FOR IMMEDIATE RELEASE September 22, 2020
Office of Communications (202-565-3207)
WASHINGTON – Export-Import Bank of the United States (EXIM) Chief of Staff David Fogel and Chief Banking Officer Steve Renna joined an interagency U.S. delegation, led by U.S. International Development Finance Corporation (DFC) CEO Adam Boehler, for a roundtable discussion with business leaders in Serbia hosted by U.S. Ambassador to Serbia Anthony Godfrey with the participation of the Serbian Chamber of Commerce and Industry and the Kosovo Chamber of Commerce.

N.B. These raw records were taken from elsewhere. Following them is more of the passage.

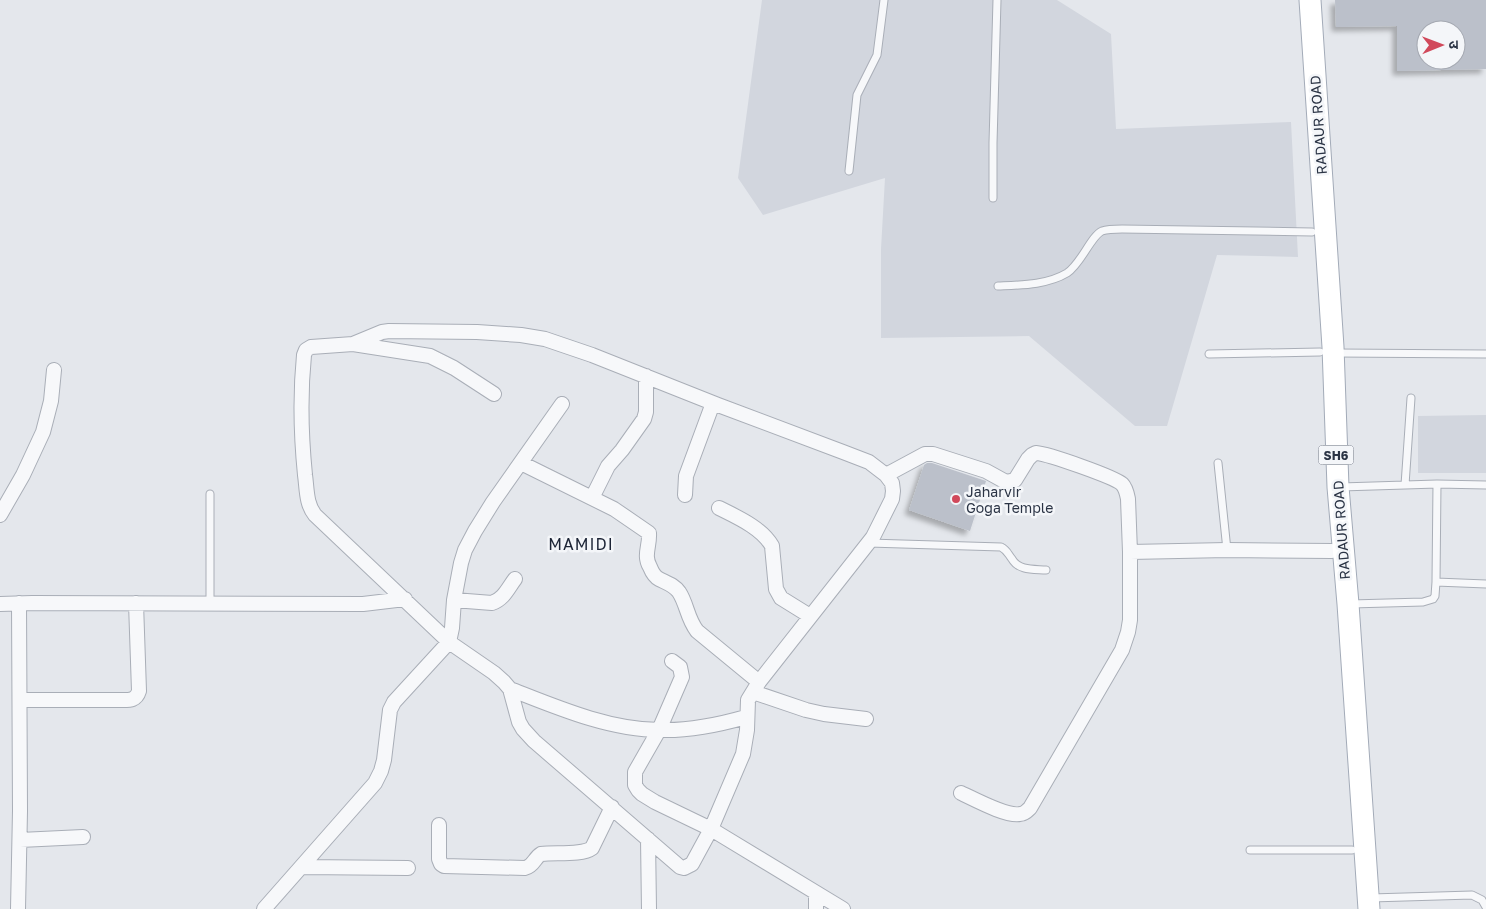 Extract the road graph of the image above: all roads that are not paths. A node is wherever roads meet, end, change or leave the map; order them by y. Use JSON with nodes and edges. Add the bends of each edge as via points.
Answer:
{"nodes":[{"id":1,"x":884,"y":0,"type":"edge"},
{"id":2,"x":997,"y":0,"type":"edge"},
{"id":3,"x":1297,"y":0,"type":"edge"},
{"id":4,"x":1310,"y":0,"type":"edge"},
{"id":5,"x":850,"y":171,"type":"dead end"},
{"id":6,"x":993,"y":198,"type":"dead end"},
{"id":7,"x":1312,"y":232,"type":"junction"},
{"id":8,"x":998,"y":286,"type":"dead end"},
{"id":9,"x":353,"y":344,"type":"junction"},
{"id":10,"x":1327,"y":352,"type":"junction"},
{"id":11,"x":1209,"y":354,"type":"dead end"},
{"id":12,"x":1486,"y":354,"type":"edge"},
{"id":13,"x":54,"y":370,"type":"dead end"},
{"id":14,"x":646,"y":376,"type":"junction"},
{"id":15,"x":494,"y":394,"type":"dead end"},
{"id":16,"x":1411,"y":398,"type":"dead end"},
{"id":17,"x":713,"y":403,"type":"junction"},
{"id":18,"x":562,"y":404,"type":"dead end"},
{"id":19,"x":521,"y":463,"type":"junction"},
{"id":20,"x":1218,"y":463,"type":"dead end"},
{"id":21,"x":886,"y":475,"type":"junction"},
{"id":22,"x":1437,"y":484,"type":"junction"},
{"id":23,"x":1405,"y":485,"type":"junction"},
{"id":24,"x":1486,"y":485,"type":"edge"},
{"id":25,"x":1338,"y":487,"type":"junction"},
{"id":26,"x":210,"y":494,"type":"dead end"},
{"id":27,"x":685,"y":495,"type":"dead end"},
{"id":28,"x":592,"y":498,"type":"junction"},
{"id":29,"x":719,"y":508,"type":"dead end"},
{"id":30,"x":0,"y":515,"type":"edge"},
{"id":31,"x":868,"y":544,"type":"junction"},
{"id":32,"x":1227,"y":550,"type":"junction"},
{"id":33,"x":1332,"y":551,"type":"junction"},
{"id":34,"x":1130,"y":552,"type":"junction"},
{"id":35,"x":1046,"y":570,"type":"dead end"},
{"id":36,"x":515,"y":579,"type":"dead end"},
{"id":37,"x":1436,"y":582,"type":"junction"},
{"id":38,"x":1486,"y":584,"type":"edge"},
{"id":39,"x":404,"y":600,"type":"junction"},
{"id":40,"x":454,"y":600,"type":"junction"},
{"id":41,"x":19,"y":603,"type":"junction"},
{"id":42,"x":136,"y":603,"type":"junction"},
{"id":43,"x":210,"y":603,"type":"junction"},
{"id":44,"x":0,"y":604,"type":"edge"},
{"id":45,"x":1348,"y":604,"type":"junction"},
{"id":46,"x":810,"y":616,"type":"junction"},
{"id":47,"x":449,"y":642,"type":"junction"},
{"id":48,"x":672,"y":661,"type":"dead end"},
{"id":49,"x":756,"y":687,"type":"junction"},
{"id":50,"x":510,"y":689,"type":"junction"},
{"id":51,"x":20,"y":700,"type":"junction"},
{"id":52,"x":746,"y":718,"type":"junction"},
{"id":53,"x":866,"y":719,"type":"dead end"},
{"id":54,"x":659,"y":730,"type":"junction"},
{"id":55,"x":961,"y":793,"type":"dead end"},
{"id":56,"x":612,"y":808,"type":"junction"},
{"id":57,"x":439,"y":825,"type":"dead end"},
{"id":58,"x":711,"y":829,"type":"junction"},
{"id":59,"x":83,"y":837,"type":"dead end"},
{"id":60,"x":648,"y":839,"type":"junction"},
{"id":61,"x":20,"y":840,"type":"junction"},
{"id":62,"x":1250,"y":850,"type":"dead end"},
{"id":63,"x":1352,"y":850,"type":"junction"},
{"id":64,"x":302,"y":867,"type":"junction"},
{"id":65,"x":408,"y":868,"type":"dead end"},
{"id":66,"x":816,"y":894,"type":"junction"},
{"id":67,"x":1365,"y":905,"type":"edge"},
{"id":68,"x":1486,"y":907,"type":"edge"},
{"id":69,"x":18,"y":909,"type":"edge"},
{"id":70,"x":264,"y":909,"type":"edge"},
{"id":71,"x":649,"y":909,"type":"edge"},
{"id":72,"x":816,"y":909,"type":"edge"},
{"id":73,"x":843,"y":909,"type":"edge"}],
"edges":[{"from":1,"to":5,"type":"lane","via":[[877,54],[857,95]]},
{"from":2,"to":6,"type":"lane"},
{"from":3,"to":7,"type":"main road","name":"RADAUR ROAD","number":"SH6"},
{"from":4,"to":10,"type":"main road","name":"RADAUR ROAD","number":"SH6"},
{"from":7,"to":8,"type":"lane","via":[[1108,230],[1095,236],[1079,261],[1065,274],[1031,284]]},
{"from":7,"to":10,"type":"main road","name":"RADAUR ROAD","number":"SH6"},
{"from":9,"to":14,"type":"street","via":[[389,331],[521,335],[545,339]]},
{"from":9,"to":15,"type":"street","via":[[430,356]]},
{"from":9,"to":39,"type":"street","via":[[311,346],[304,355],[300,408],[308,504],[315,516]]},
{"from":10,"to":11,"type":"lane"},
{"from":10,"to":12,"type":"lane"},
{"from":10,"to":25,"type":"main road","name":"RADAUR ROAD","number":"SH6"},
{"from":10,"to":33,"type":"main road","name":"RADAUR ROAD","number":"SH6"},
{"from":13,"to":30,"type":"street","via":[[43,432]]},
{"from":14,"to":17,"type":"street"},
{"from":14,"to":28,"type":"street","via":[[644,418],[608,466]]},
{"from":16,"to":23,"type":"lane"},
{"from":17,"to":21,"type":"street","via":[[869,462]]},
{"from":17,"to":27,"type":"street","via":[[686,476]]},
{"from":18,"to":19,"type":"street"},
{"from":19,"to":28,"type":"street"},
{"from":19,"to":40,"type":"street","via":[[469,544],[461,563]]},
{"from":20,"to":32,"type":"lane"},
{"from":21,"to":31,"type":"street","via":[[892,483],[892,499]]},
{"from":21,"to":34,"type":"street","via":[[925,454],[933,454],[1011,482],[1019,476],[1032,454],[1041,453],[1122,484],[1128,499]]},
{"from":22,"to":23,"type":"lane"},
{"from":22,"to":24,"type":"lane"},
{"from":22,"to":37,"type":"lane"},
{"from":23,"to":25,"type":"lane"},
{"from":25,"to":45,"type":"main road","name":"RADAUR ROAD","number":"SH6"},
{"from":26,"to":43,"type":"lane"},
{"from":28,"to":49,"type":"street","via":[[649,533],[647,561],[656,578],[674,586],[690,623]]},
{"from":29,"to":46,"type":"street","via":[[739,518],[769,541],[778,595]]},
{"from":31,"to":35,"type":"lane","via":[[1001,547],[1018,566]]},
{"from":31,"to":46,"type":"street"},
{"from":32,"to":33,"type":"street"},
{"from":32,"to":34,"type":"street"},
{"from":33,"to":63,"type":"main road","name":"RADAUR ROAD","number":"SH6"},
{"from":34,"to":55,"type":"street","via":[[1130,620],[1122,650],[1030,808],[1021,814],[1005,812]]},
{"from":36,"to":40,"type":"street","via":[[498,601]]},
{"from":37,"to":38,"type":"lane"},
{"from":37,"to":45,"type":"lane","via":[[1435,596],[1431,601]]},
{"from":39,"to":43,"type":"street","via":[[364,604]]},
{"from":39,"to":47,"type":"street"},
{"from":40,"to":47,"type":"street"},
{"from":41,"to":42,"type":"street"},
{"from":41,"to":44,"type":"street"},
{"from":41,"to":51,"type":"street"},
{"from":42,"to":43,"type":"street"},
{"from":42,"to":51,"type":"street","via":[[138,696],[133,700]]},
{"from":45,"to":67,"type":"main road","name":"RADAUR ROAD","number":"SH6"},
{"from":46,"to":49,"type":"street"},
{"from":47,"to":50,"type":"street","via":[[494,673]]},
{"from":47,"to":64,"type":"street","via":[[394,702],[390,710],[382,771],[375,783]]},
{"from":48,"to":54,"type":"street","via":[[680,668],[682,677]]},
{"from":49,"to":52,"type":"street","via":[[748,700]]},
{"from":49,"to":53,"type":"street","via":[[806,710]]},
{"from":50,"to":54,"type":"street","via":[[568,712],[632,728]]},
{"from":50,"to":56,"type":"street","via":[[523,729]]},
{"from":51,"to":61,"type":"street"},
{"from":52,"to":54,"type":"street","via":[[687,729]]},
{"from":52,"to":58,"type":"street","via":[[743,754]]},
{"from":54,"to":58,"type":"street","via":[[635,772],[635,785],[642,794]]},
{"from":56,"to":57,"type":"street","via":[[589,851],[541,854],[525,868],[444,866],[440,859]]},
{"from":56,"to":60,"type":"street"},
{"from":58,"to":60,"type":"street","via":[[692,864],[684,868]]},
{"from":58,"to":66,"type":"street"},
{"from":59,"to":61,"type":"street"},
{"from":60,"to":71,"type":"street"},
{"from":61,"to":69,"type":"street"},
{"from":62,"to":63,"type":"lane"},
{"from":63,"to":67,"type":"main road","name":"RADAUR ROAD","number":"SH6"},
{"from":64,"to":65,"type":"street"},
{"from":64,"to":70,"type":"street"},
{"from":66,"to":72,"type":"street"},
{"from":66,"to":73,"type":"street"},
{"from":67,"to":68,"type":"lane","via":[[1472,895],[1482,900]]}]}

During the discussion, Fogel and Renna underscored EXIM’s commitment to supporting economic development in the region, particularly through the export of U.S. goods and services to Serbia. EXIM works closely with DFC, the U.S. Agency for International Development (USAID), and other government agencies to support U.S. investment and economic development in the region through trade financing solutions.
EXIM Chief Strategy Officer Luke Lindberg also participated in a luncheon hosted by AmCham Serbia, where he discussed EXIM support for the telecom, tourism, and banking industries.
Other delegation participants included Special Advisor to the President on Serbia-Kosovo Ambassador Richard Grenell, USAID Deputy Administrator Bonnie Glick, and other senior government officials from the U.S. Departments of Energy and Commerce.
Last week, EXIM and DFC signed a Letter of Interest with Serbia in support of The Peace Highway, a project that is key to promoting economic cooperation between Serbia and Kosovo.
On September 5, 2020, EXIM President and Chairman Kimberly A. Reed issued a statement regarding President Trump’s announcement that Serbia and Kosovo committed to economic normalization.
EXIM Chief Banking Officer Steve Renna speaking at a roundtable discussion with business leaders in Serbia.
EXIM is an independent federal agency that promotes and supports American jobs by providing competitive and necessary export credit to support sales of U.S. goods and services to international buyers. A robust EXIM can level the global playing field for U.S. exporters when they compete against foreign companies that receive support from their governments. EXIM also contributes to U.S. economic growth by helping to create and sustain hundreds of thousands of jobs in exporting businesses and their supply chains across the United States. In recent years, approximately 90 percent of the total number of the agency’s authorizations has directly supported small businesses. Since 1992, EXIM has generated more than $9 billion for the U.S. Treasury for repayment of U.S. debt.